* EXERCISE DETAILS *
Repeat each entry below exactly, omitting any picture it holds.

* Collected data entries *
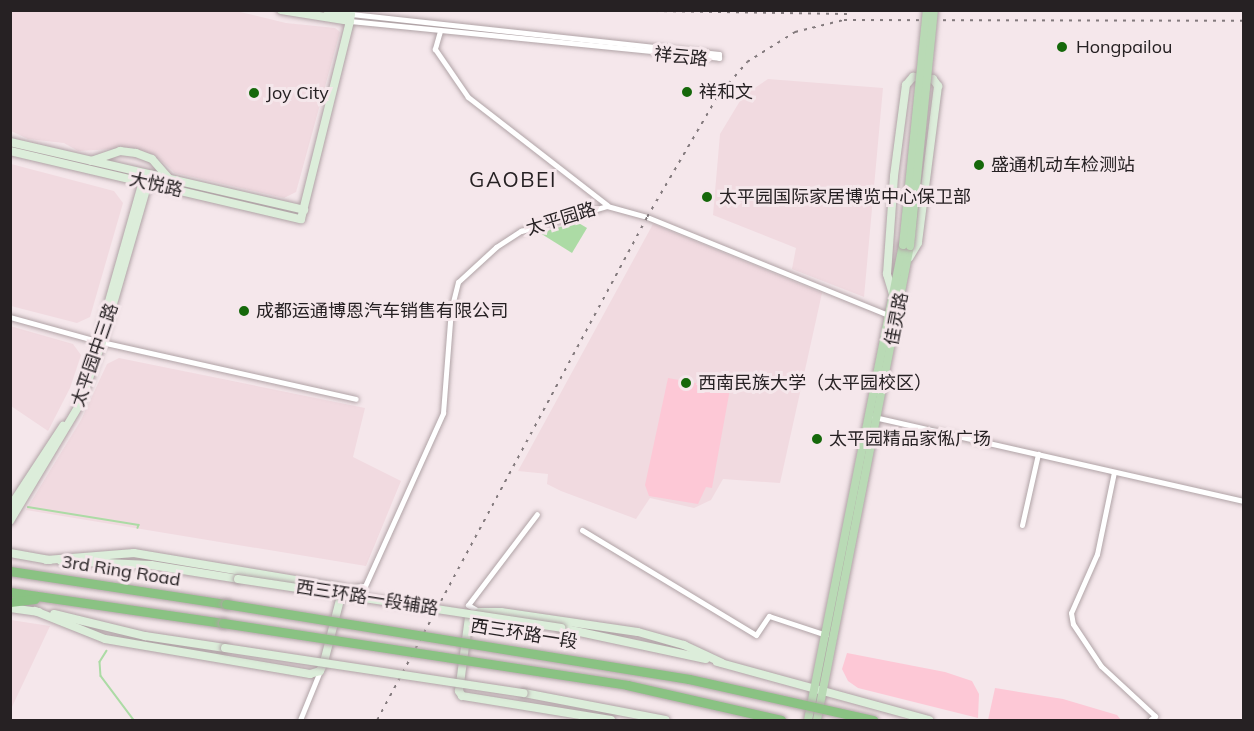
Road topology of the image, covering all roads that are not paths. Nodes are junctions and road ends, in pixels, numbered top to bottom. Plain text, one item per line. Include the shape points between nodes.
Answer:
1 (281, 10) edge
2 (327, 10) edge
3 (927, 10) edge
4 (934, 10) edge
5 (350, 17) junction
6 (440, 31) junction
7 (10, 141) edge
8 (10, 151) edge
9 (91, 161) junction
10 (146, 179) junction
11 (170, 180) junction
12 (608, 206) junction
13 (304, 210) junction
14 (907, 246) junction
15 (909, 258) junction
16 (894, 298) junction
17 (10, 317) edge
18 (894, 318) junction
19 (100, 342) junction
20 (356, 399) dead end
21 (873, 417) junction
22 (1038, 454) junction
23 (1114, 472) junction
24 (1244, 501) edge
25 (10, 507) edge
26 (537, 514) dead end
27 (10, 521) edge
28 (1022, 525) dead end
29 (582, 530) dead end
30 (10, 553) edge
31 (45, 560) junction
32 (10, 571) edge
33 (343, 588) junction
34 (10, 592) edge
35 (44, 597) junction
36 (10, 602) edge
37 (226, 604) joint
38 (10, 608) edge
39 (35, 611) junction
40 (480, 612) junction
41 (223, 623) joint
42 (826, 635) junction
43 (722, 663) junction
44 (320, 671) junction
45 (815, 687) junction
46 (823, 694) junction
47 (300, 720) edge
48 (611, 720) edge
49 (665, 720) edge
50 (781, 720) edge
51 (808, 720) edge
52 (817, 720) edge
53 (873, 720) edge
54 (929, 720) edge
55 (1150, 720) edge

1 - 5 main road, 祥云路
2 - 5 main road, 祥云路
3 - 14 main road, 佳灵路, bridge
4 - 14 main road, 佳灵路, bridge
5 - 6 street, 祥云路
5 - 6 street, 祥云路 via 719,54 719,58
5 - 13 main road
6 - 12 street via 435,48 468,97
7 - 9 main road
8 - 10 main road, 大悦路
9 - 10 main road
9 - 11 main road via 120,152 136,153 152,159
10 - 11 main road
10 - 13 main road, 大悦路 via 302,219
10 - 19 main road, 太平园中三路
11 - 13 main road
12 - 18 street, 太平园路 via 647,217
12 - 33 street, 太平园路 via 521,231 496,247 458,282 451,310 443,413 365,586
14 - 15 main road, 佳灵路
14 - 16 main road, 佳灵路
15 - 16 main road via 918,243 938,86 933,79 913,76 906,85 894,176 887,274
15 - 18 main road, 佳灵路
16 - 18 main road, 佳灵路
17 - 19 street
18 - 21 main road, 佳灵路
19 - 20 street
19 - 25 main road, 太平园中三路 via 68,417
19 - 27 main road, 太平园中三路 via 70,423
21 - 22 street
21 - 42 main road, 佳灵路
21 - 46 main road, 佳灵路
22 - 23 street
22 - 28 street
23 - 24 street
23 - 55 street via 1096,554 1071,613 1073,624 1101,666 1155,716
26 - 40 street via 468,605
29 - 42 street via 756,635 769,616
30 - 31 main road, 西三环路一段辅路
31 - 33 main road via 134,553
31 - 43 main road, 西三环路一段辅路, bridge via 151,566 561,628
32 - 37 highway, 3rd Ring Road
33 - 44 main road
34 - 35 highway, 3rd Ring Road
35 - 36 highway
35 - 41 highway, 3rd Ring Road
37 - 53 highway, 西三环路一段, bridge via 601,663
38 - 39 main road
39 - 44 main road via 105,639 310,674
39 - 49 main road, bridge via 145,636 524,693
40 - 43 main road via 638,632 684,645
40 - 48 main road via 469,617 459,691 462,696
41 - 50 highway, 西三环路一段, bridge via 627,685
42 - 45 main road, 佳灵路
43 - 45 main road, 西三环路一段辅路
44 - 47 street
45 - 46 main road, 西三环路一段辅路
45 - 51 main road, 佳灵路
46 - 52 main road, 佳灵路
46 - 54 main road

* REPLY *
Road topology of the image, covering all roads that are not paths. Nodes are junctions and road ends, in pixels, numbered top to bottom. Plain text, one item per line. Include the shape points between nodes.
Answer:
1 (281, 10) edge
2 (327, 10) edge
3 (927, 10) edge
4 (934, 10) edge
5 (350, 17) junction
6 (440, 31) junction
7 (10, 141) edge
8 (10, 151) edge
9 (91, 161) junction
10 (146, 179) junction
11 (170, 180) junction
12 (608, 206) junction
13 (304, 210) junction
14 (907, 246) junction
15 (909, 258) junction
16 (894, 298) junction
17 (10, 317) edge
18 (894, 318) junction
19 (100, 342) junction
20 (356, 399) dead end
21 (873, 417) junction
22 (1038, 454) junction
23 (1114, 472) junction
24 (1244, 501) edge
25 (10, 507) edge
26 (537, 514) dead end
27 (10, 521) edge
28 (1022, 525) dead end
29 (582, 530) dead end
30 (10, 553) edge
31 (45, 560) junction
32 (10, 571) edge
33 (343, 588) junction
34 (10, 592) edge
35 (44, 597) junction
36 (10, 602) edge
37 (226, 604) joint
38 (10, 608) edge
39 (35, 611) junction
40 (480, 612) junction
41 (223, 623) joint
42 (826, 635) junction
43 (722, 663) junction
44 (320, 671) junction
45 (815, 687) junction
46 (823, 694) junction
47 (300, 720) edge
48 (611, 720) edge
49 (665, 720) edge
50 (781, 720) edge
51 (808, 720) edge
52 (817, 720) edge
53 (873, 720) edge
54 (929, 720) edge
55 (1150, 720) edge

1 - 5 main road, 祥云路
2 - 5 main road, 祥云路
3 - 14 main road, 佳灵路, bridge
4 - 14 main road, 佳灵路, bridge
5 - 6 street, 祥云路
5 - 6 street, 祥云路 via 719,54 719,58
5 - 13 main road
6 - 12 street via 435,48 468,97
7 - 9 main road
8 - 10 main road, 大悦路
9 - 10 main road
9 - 11 main road via 120,152 136,153 152,159
10 - 11 main road
10 - 13 main road, 大悦路 via 302,219
10 - 19 main road, 太平园中三路
11 - 13 main road
12 - 18 street, 太平园路 via 647,217
12 - 33 street, 太平园路 via 521,231 496,247 458,282 451,310 443,413 365,586
14 - 15 main road, 佳灵路
14 - 16 main road, 佳灵路
15 - 16 main road via 918,243 938,86 933,79 913,76 906,85 894,176 887,274
15 - 18 main road, 佳灵路
16 - 18 main road, 佳灵路
17 - 19 street
18 - 21 main road, 佳灵路
19 - 20 street
19 - 25 main road, 太平园中三路 via 68,417
19 - 27 main road, 太平园中三路 via 70,423
21 - 22 street
21 - 42 main road, 佳灵路
21 - 46 main road, 佳灵路
22 - 23 street
22 - 28 street
23 - 24 street
23 - 55 street via 1096,554 1071,613 1073,624 1101,666 1155,716
26 - 40 street via 468,605
29 - 42 street via 756,635 769,616
30 - 31 main road, 西三环路一段辅路
31 - 33 main road via 134,553
31 - 43 main road, 西三环路一段辅路, bridge via 151,566 561,628
32 - 37 highway, 3rd Ring Road
33 - 44 main road
34 - 35 highway, 3rd Ring Road
35 - 36 highway
35 - 41 highway, 3rd Ring Road
37 - 53 highway, 西三环路一段, bridge via 601,663
38 - 39 main road
39 - 44 main road via 105,639 310,674
39 - 49 main road, bridge via 145,636 524,693
40 - 43 main road via 638,632 684,645
40 - 48 main road via 469,617 459,691 462,696
41 - 50 highway, 西三环路一段, bridge via 627,685
42 - 45 main road, 佳灵路
43 - 45 main road, 西三环路一段辅路
44 - 47 street
45 - 46 main road, 西三环路一段辅路
45 - 51 main road, 佳灵路
46 - 52 main road, 佳灵路
46 - 54 main road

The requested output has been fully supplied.